As this appeal and brief were filed before the decision in McGovern, the employer first argues that the referee capriciously disregarded competent testimony, i.e., the testimony taken of Dr. Hottenstein at the first deposition where he stated that, as of the January 11, 1983 examination, claimant had sufficiently recovered to return to his former duties. Such a statement of scope of review will no longer be recognized on appeal. Nonetheless, even under the McGovern, standard, we have no problem in accepting factual findings in this case. The employer foils to mention Dr. Hottensteins testimony at the second deposition, where the doctor testified that the onset of pain following an attempt to move a sofe was indicative that the claimant could not return to his former duties as a truck driver. At both *513depositions Dr. Hottenstein noted that claimant was still suffering pain but, in Dr. Hottensteins view, the pain would not be such to prevent claimant from working as a truck driver. Subsequent events proved Dr. Hottenstein to be wrong, which he candidly admitted during the second deposition. Questions of credibility are left to the referee and the referee here chose to believe the testimony of Dr. Hottenstein when he admitted that he had been mistaken in his original opinion that claimant could return to his former duties. The referees belief of this testimony cannot constitute the basis of a reversal on appeal. Further, this testimony is substantial evidence capable of supporting the referees finding that the employer had failed to meet its burden of proving the necessary facts on a termination petition.

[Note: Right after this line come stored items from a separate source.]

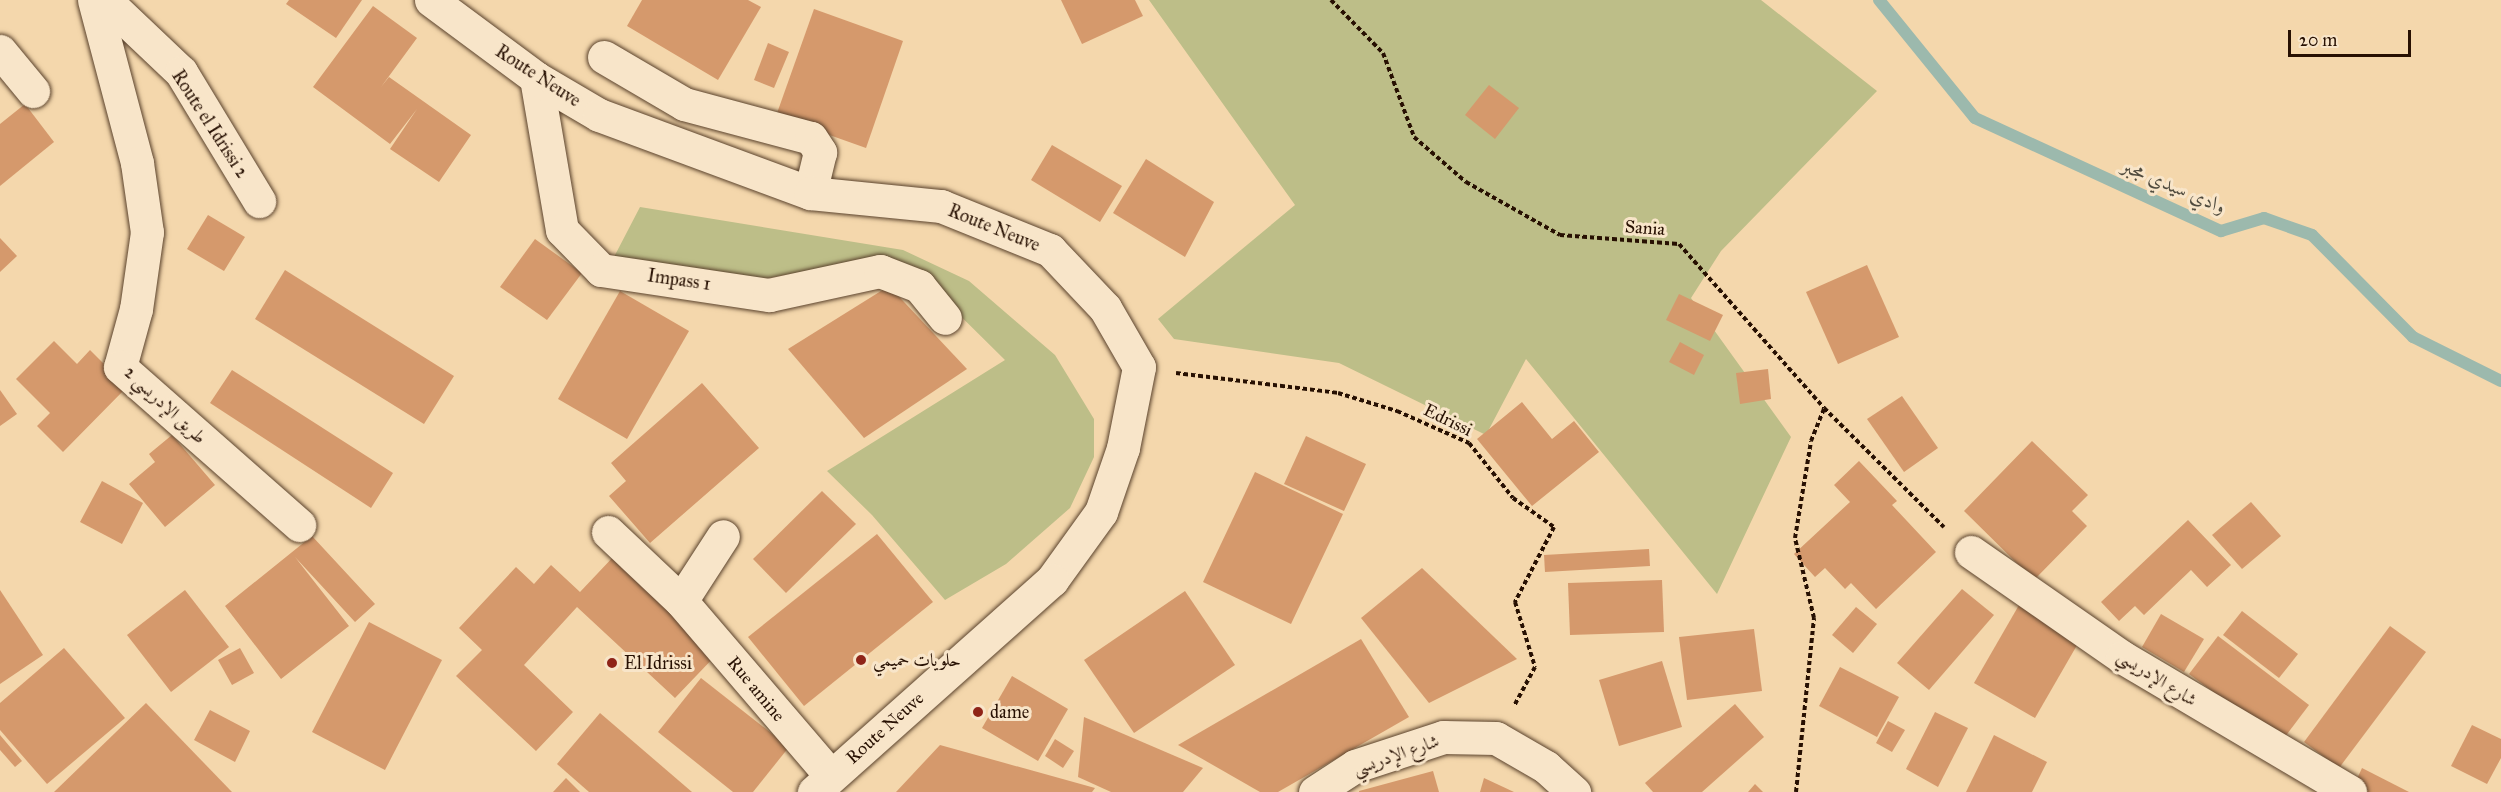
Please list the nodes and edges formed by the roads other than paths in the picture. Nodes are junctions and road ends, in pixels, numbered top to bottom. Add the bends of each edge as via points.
1 (94, 0) edge
2 (105, 0) edge
3 (431, 0) edge
4 (0, 51) edge
5 (604, 57) dead end
6 (536, 78) junction
7 (33, 91) dead end
8 (810, 193) junction
9 (259, 201) dead end
10 (945, 318) dead end
11 (299, 525) dead end
12 (608, 532) dead end
13 (723, 536) dead end
14 (1971, 552) road end
15 (681, 601) junction
16 (822, 784) edge
17 (1315, 792) edge
18 (1574, 792) edge
19 (2350, 792) edge

1 - 11 street, طريق الإدريسي 2 via 137,163 147,232 136,309 120,367
2 - 9 street, Route el Idrissi 2 via 181,72
3 - 6 street, Route Neuve
4 - 7 street
5 - 8 street via 684,104 811,138 820,152
6 - 8 street, Route Neuve via 599,115
6 - 10 street, Impass 1 via 562,230 601,270 770,295 880,272 919,286
8 - 16 street, Route Neuve via 941,206 1050,250 1105,308 1139,367 1123,448 1101,512 1052,580
12 - 15 street, Rue amine
13 - 15 street
14 - 19 street, شارع الإدريسي via 2122,657
15 - 16 street, Rue amine
17 - 18 street, شارع الإدريسي via 1355,766 1443,737 1496,738 1546,767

The petitioners also argue that the referee committed an error of law in requiring the petitioners to “prove that the claimant had completely recovered from every minor complaint associated with his injury rather than the proper test for a termination of benefits which is whether the claimant had recovered sufficiently from his injury to return to his former job without limitation.” (Petitioners’ Brief, Statement of the Questions Involved III). Petitioners argue that, if claimant was disabled after the incident with the sofa, any disability is attributable to a non-work-related incident. The referee specifically found that Dr. Hottenstein never testified that the sofa incident caused the claimant’s disability. (Referee’s Finding of Fact # 11, 9/26/84). Our review of the record shows this finding to be correct. As we have already stated, Dr. Hottenstein testified that the sofa incident convinced him that claimant had not recovered enough to return to his prior job as a truck driver without limitation. In this context, the referee did not commit an error of law as alleged by petitioners.

Affirmed.

*514Order

Now, December 18, 1986, the order of the Workmens Compensation Appeal Board, dated October 18, 1985, at No. A-89154, is affirmed.